* PROVIDED RECORDS
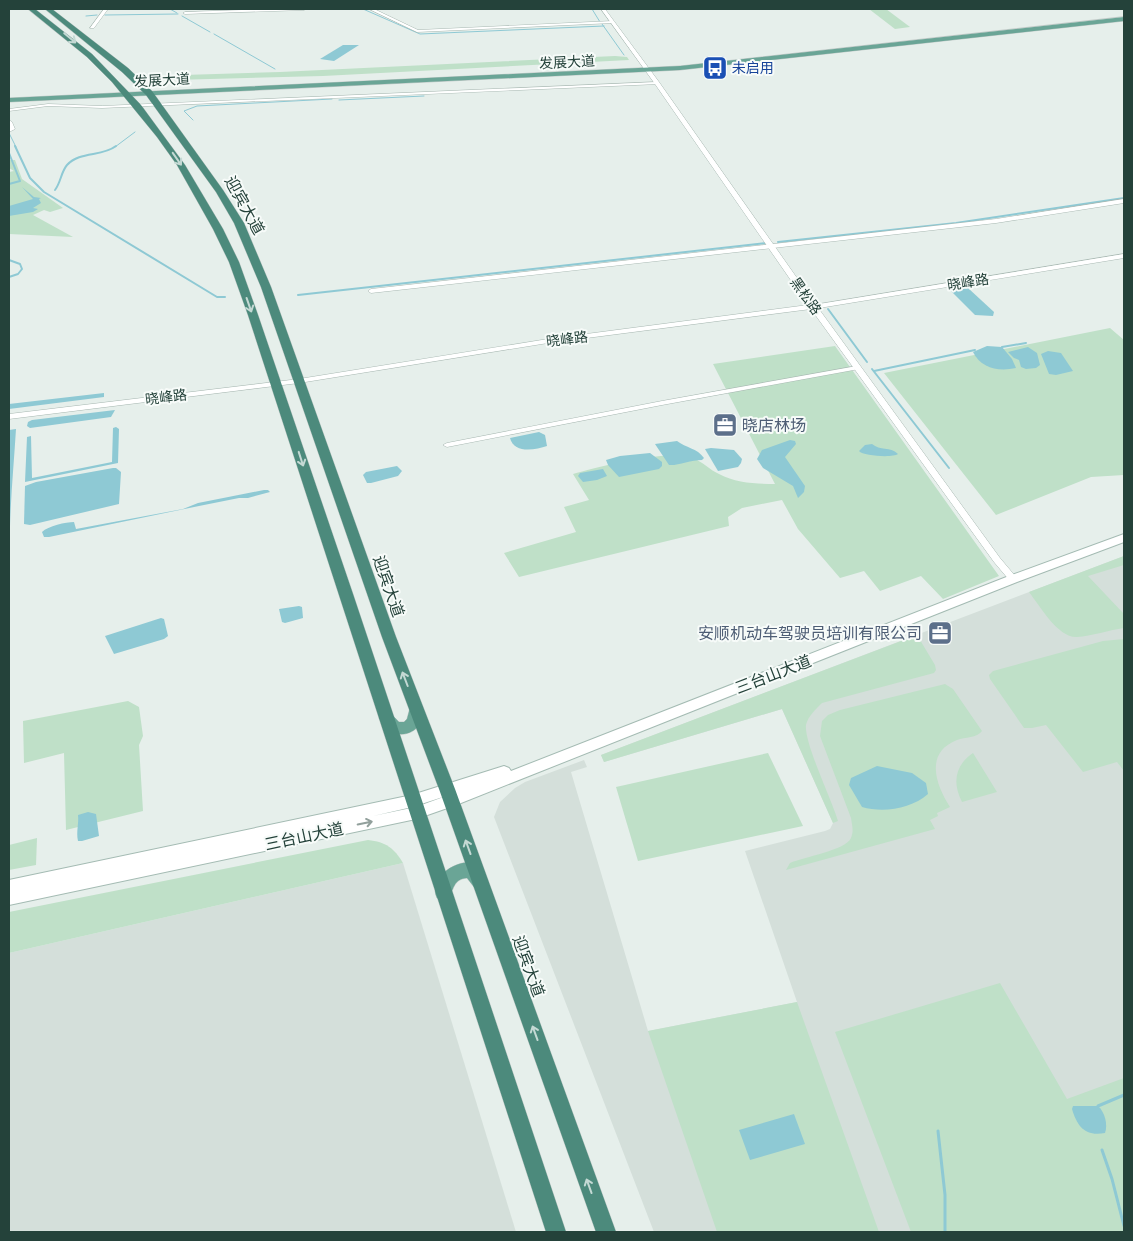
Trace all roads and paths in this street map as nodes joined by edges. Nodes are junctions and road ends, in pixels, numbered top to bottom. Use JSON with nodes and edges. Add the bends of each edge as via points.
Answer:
{"nodes":[{"id":1,"x":31,"y":9,"type":"edge"},
{"id":2,"x":48,"y":9,"type":"edge"},
{"id":3,"x":106,"y":9,"type":"edge"},
{"id":4,"x":304,"y":9,"type":"edge"},
{"id":5,"x":371,"y":9,"type":"edge"},
{"id":6,"x":603,"y":9,"type":"edge"},
{"id":7,"x":225,"y":10,"type":"edge"},
{"id":8,"x":185,"y":12,"type":"dead end"},
{"id":9,"x":1124,"y":13,"type":"edge"},
{"id":10,"x":1124,"y":19,"type":"edge"},
{"id":11,"x":613,"y":22,"type":"junction"},
{"id":12,"x":92,"y":27,"type":"dead end"},
{"id":13,"x":681,"y":65,"type":"junction"},
{"id":14,"x":645,"y":67,"type":"junction"},
{"id":15,"x":657,"y":83,"type":"junction"},
{"id":16,"x":146,"y":90,"type":"junction"},
{"id":17,"x":126,"y":91,"type":"junction"},
{"id":18,"x":9,"y":92,"type":"edge"},
{"id":19,"x":9,"y":100,"type":"edge"},
{"id":20,"x":158,"y":104,"type":"junction"},
{"id":21,"x":139,"y":105,"type":"junction"},
{"id":22,"x":9,"y":110,"type":"edge"},
{"id":23,"x":9,"y":122,"type":"edge"},
{"id":24,"x":9,"y":130,"type":"edge"},
{"id":25,"x":1124,"y":201,"type":"edge"},
{"id":26,"x":772,"y":247,"type":"junction"},
{"id":27,"x":1124,"y":256,"type":"edge"},
{"id":28,"x":371,"y":291,"type":"dead end"},
{"id":29,"x":813,"y":307,"type":"junction"},
{"id":30,"x":857,"y":368,"type":"junction"},
{"id":31,"x":299,"y":381,"type":"junction"},
{"id":32,"x":276,"y":384,"type":"junction"},
{"id":33,"x":9,"y":416,"type":"edge"},
{"id":34,"x":447,"y":444,"type":"dead end"},
{"id":35,"x":1124,"y":538,"type":"edge"},
{"id":36,"x":1013,"y":579,"type":"junction"},
{"id":37,"x":416,"y":708,"type":"junction"},
{"id":38,"x":386,"y":718,"type":"junction"},
{"id":39,"x":449,"y":795,"type":"junction"},
{"id":40,"x":414,"y":807,"type":"junction"},
{"id":41,"x":480,"y":883,"type":"junction"},
{"id":42,"x":9,"y":887,"type":"edge"},
{"id":43,"x":443,"y":893,"type":"junction"},
{"id":44,"x":9,"y":898,"type":"edge"},
{"id":45,"x":556,"y":1232,"type":"edge"},
{"id":46,"x":606,"y":1232,"type":"edge"}],
"edges":[{"from":1,"to":17,"type":"highway","one_way":true,"via":[[72,40]]},
{"from":2,"to":16,"type":"highway","name":"迎宾大道"},
{"from":3,"to":12,"type":"street"},
{"from":4,"to":7,"type":"street"},
{"from":5,"to":11,"type":"street","via":[[422,31]]},
{"from":6,"to":11,"type":"street","name":"黑松路"},
{"from":7,"to":8,"type":"street"},
{"from":9,"to":13,"type":"main road","name":"发展大道"},
{"from":10,"to":13,"type":"main road","name":"发展大道"},
{"from":11,"to":14,"type":"street","name":"黑松路"},
{"from":13,"to":14,"type":"main road","name":"发展大道"},
{"from":14,"to":15,"type":"street","name":"黑松路"},
{"from":14,"to":16,"type":"main road","name":"发展大道"},
{"from":15,"to":20,"type":"street"},
{"from":15,"to":26,"type":"street","name":"黑松路"},
{"from":16,"to":17,"type":"main road","name":"发展大道"},
{"from":16,"to":20,"type":"highway","name":"迎宾大道"},
{"from":17,"to":18,"type":"main road","name":"发展大道"},
{"from":17,"to":19,"type":"main road","name":"发展大道"},
{"from":17,"to":21,"type":"highway"},
{"from":20,"to":21,"type":"street"},
{"from":20,"to":31,"type":"highway","name":"迎宾大道","via":[[239,224],[266,287]]},
{"from":21,"to":22,"type":"street","via":[[48,104]]},
{"from":21,"to":32,"type":"highway","one_way":true,"via":[[183,168],[220,233]]},
{"from":23,"to":24,"type":"street","via":[[12,129]]},
{"from":25,"to":26,"type":"street","via":[[996,221]]},
{"from":26,"to":28,"type":"street"},
{"from":26,"to":29,"type":"street","name":"黑松路"},
{"from":27,"to":29,"type":"street","name":"晓峰路"},
{"from":29,"to":30,"type":"street","name":"黑松路"},
{"from":29,"to":31,"type":"street","name":"晓峰路","via":[[548,341]]},
{"from":30,"to":34,"type":"street"},
{"from":30,"to":36,"type":"street","name":"黑松路"},
{"from":31,"to":32,"type":"street","name":"晓峰路"},
{"from":37,"to":31,"type":"highway","name":"迎宾大道","one_way":true},
{"from":32,"to":33,"type":"street","name":"晓峰路"},
{"from":32,"to":38,"type":"highway","one_way":true},
{"from":35,"to":36,"type":"main road","name":"三台山大道"},
{"from":36,"to":39,"type":"main road","name":"三台山大道","via":[[590,746]]},
{"from":37,"to":38,"type":"main road","via":[[416,720],[406,727],[395,728]]},
{"from":37,"to":39,"type":"highway","name":"迎宾大道"},
{"from":38,"to":40,"type":"highway"},
{"from":39,"to":40,"type":"main road","name":"三台山大道"},
{"from":41,"to":39,"type":"highway","name":"迎宾大道","one_way":true},
{"from":40,"to":42,"type":"main road","name":"三台山大道"},
{"from":40,"to":43,"type":"highway"},
{"from":44,"to":40,"type":"main road","name":"三台山大道","one_way":true},
{"from":41,"to":43,"type":"main road","via":[[471,870],[463,870],[450,874]]},
{"from":46,"to":41,"type":"highway","name":"迎宾大道","one_way":true},
{"from":43,"to":45,"type":"highway"}]}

* WHAT YOU SHOULD DO
Omitting all images, print the listing exactly.

* REPLY
Trace all roads and paths in this street map as nodes joined by edges. Nodes are junctions and road ends, in pixels, numbered top to bottom. Use JSON with nodes and edges. Add the bends of each edge as via points.
Answer:
{"nodes":[{"id":1,"x":31,"y":9,"type":"edge"},
{"id":2,"x":48,"y":9,"type":"edge"},
{"id":3,"x":106,"y":9,"type":"edge"},
{"id":4,"x":304,"y":9,"type":"edge"},
{"id":5,"x":371,"y":9,"type":"edge"},
{"id":6,"x":603,"y":9,"type":"edge"},
{"id":7,"x":225,"y":10,"type":"edge"},
{"id":8,"x":185,"y":12,"type":"dead end"},
{"id":9,"x":1124,"y":13,"type":"edge"},
{"id":10,"x":1124,"y":19,"type":"edge"},
{"id":11,"x":613,"y":22,"type":"junction"},
{"id":12,"x":92,"y":27,"type":"dead end"},
{"id":13,"x":681,"y":65,"type":"junction"},
{"id":14,"x":645,"y":67,"type":"junction"},
{"id":15,"x":657,"y":83,"type":"junction"},
{"id":16,"x":146,"y":90,"type":"junction"},
{"id":17,"x":126,"y":91,"type":"junction"},
{"id":18,"x":9,"y":92,"type":"edge"},
{"id":19,"x":9,"y":100,"type":"edge"},
{"id":20,"x":158,"y":104,"type":"junction"},
{"id":21,"x":139,"y":105,"type":"junction"},
{"id":22,"x":9,"y":110,"type":"edge"},
{"id":23,"x":9,"y":122,"type":"edge"},
{"id":24,"x":9,"y":130,"type":"edge"},
{"id":25,"x":1124,"y":201,"type":"edge"},
{"id":26,"x":772,"y":247,"type":"junction"},
{"id":27,"x":1124,"y":256,"type":"edge"},
{"id":28,"x":371,"y":291,"type":"dead end"},
{"id":29,"x":813,"y":307,"type":"junction"},
{"id":30,"x":857,"y":368,"type":"junction"},
{"id":31,"x":299,"y":381,"type":"junction"},
{"id":32,"x":276,"y":384,"type":"junction"},
{"id":33,"x":9,"y":416,"type":"edge"},
{"id":34,"x":447,"y":444,"type":"dead end"},
{"id":35,"x":1124,"y":538,"type":"edge"},
{"id":36,"x":1013,"y":579,"type":"junction"},
{"id":37,"x":416,"y":708,"type":"junction"},
{"id":38,"x":386,"y":718,"type":"junction"},
{"id":39,"x":449,"y":795,"type":"junction"},
{"id":40,"x":414,"y":807,"type":"junction"},
{"id":41,"x":480,"y":883,"type":"junction"},
{"id":42,"x":9,"y":887,"type":"edge"},
{"id":43,"x":443,"y":893,"type":"junction"},
{"id":44,"x":9,"y":898,"type":"edge"},
{"id":45,"x":556,"y":1232,"type":"edge"},
{"id":46,"x":606,"y":1232,"type":"edge"}],
"edges":[{"from":1,"to":17,"type":"highway","one_way":true,"via":[[72,40]]},
{"from":2,"to":16,"type":"highway","name":"迎宾大道"},
{"from":3,"to":12,"type":"street"},
{"from":4,"to":7,"type":"street"},
{"from":5,"to":11,"type":"street","via":[[422,31]]},
{"from":6,"to":11,"type":"street","name":"黑松路"},
{"from":7,"to":8,"type":"street"},
{"from":9,"to":13,"type":"main road","name":"发展大道"},
{"from":10,"to":13,"type":"main road","name":"发展大道"},
{"from":11,"to":14,"type":"street","name":"黑松路"},
{"from":13,"to":14,"type":"main road","name":"发展大道"},
{"from":14,"to":15,"type":"street","name":"黑松路"},
{"from":14,"to":16,"type":"main road","name":"发展大道"},
{"from":15,"to":20,"type":"street"},
{"from":15,"to":26,"type":"street","name":"黑松路"},
{"from":16,"to":17,"type":"main road","name":"发展大道"},
{"from":16,"to":20,"type":"highway","name":"迎宾大道"},
{"from":17,"to":18,"type":"main road","name":"发展大道"},
{"from":17,"to":19,"type":"main road","name":"发展大道"},
{"from":17,"to":21,"type":"highway"},
{"from":20,"to":21,"type":"street"},
{"from":20,"to":31,"type":"highway","name":"迎宾大道","via":[[239,224],[266,287]]},
{"from":21,"to":22,"type":"street","via":[[48,104]]},
{"from":21,"to":32,"type":"highway","one_way":true,"via":[[183,168],[220,233]]},
{"from":23,"to":24,"type":"street","via":[[12,129]]},
{"from":25,"to":26,"type":"street","via":[[996,221]]},
{"from":26,"to":28,"type":"street"},
{"from":26,"to":29,"type":"street","name":"黑松路"},
{"from":27,"to":29,"type":"street","name":"晓峰路"},
{"from":29,"to":30,"type":"street","name":"黑松路"},
{"from":29,"to":31,"type":"street","name":"晓峰路","via":[[548,341]]},
{"from":30,"to":34,"type":"street"},
{"from":30,"to":36,"type":"street","name":"黑松路"},
{"from":31,"to":32,"type":"street","name":"晓峰路"},
{"from":37,"to":31,"type":"highway","name":"迎宾大道","one_way":true},
{"from":32,"to":33,"type":"street","name":"晓峰路"},
{"from":32,"to":38,"type":"highway","one_way":true},
{"from":35,"to":36,"type":"main road","name":"三台山大道"},
{"from":36,"to":39,"type":"main road","name":"三台山大道","via":[[590,746]]},
{"from":37,"to":38,"type":"main road","via":[[416,720],[406,727],[395,728]]},
{"from":37,"to":39,"type":"highway","name":"迎宾大道"},
{"from":38,"to":40,"type":"highway"},
{"from":39,"to":40,"type":"main road","name":"三台山大道"},
{"from":41,"to":39,"type":"highway","name":"迎宾大道","one_way":true},
{"from":40,"to":42,"type":"main road","name":"三台山大道"},
{"from":40,"to":43,"type":"highway"},
{"from":44,"to":40,"type":"main road","name":"三台山大道","one_way":true},
{"from":41,"to":43,"type":"main road","via":[[471,870],[463,870],[450,874]]},
{"from":46,"to":41,"type":"highway","name":"迎宾大道","one_way":true},
{"from":43,"to":45,"type":"highway"}]}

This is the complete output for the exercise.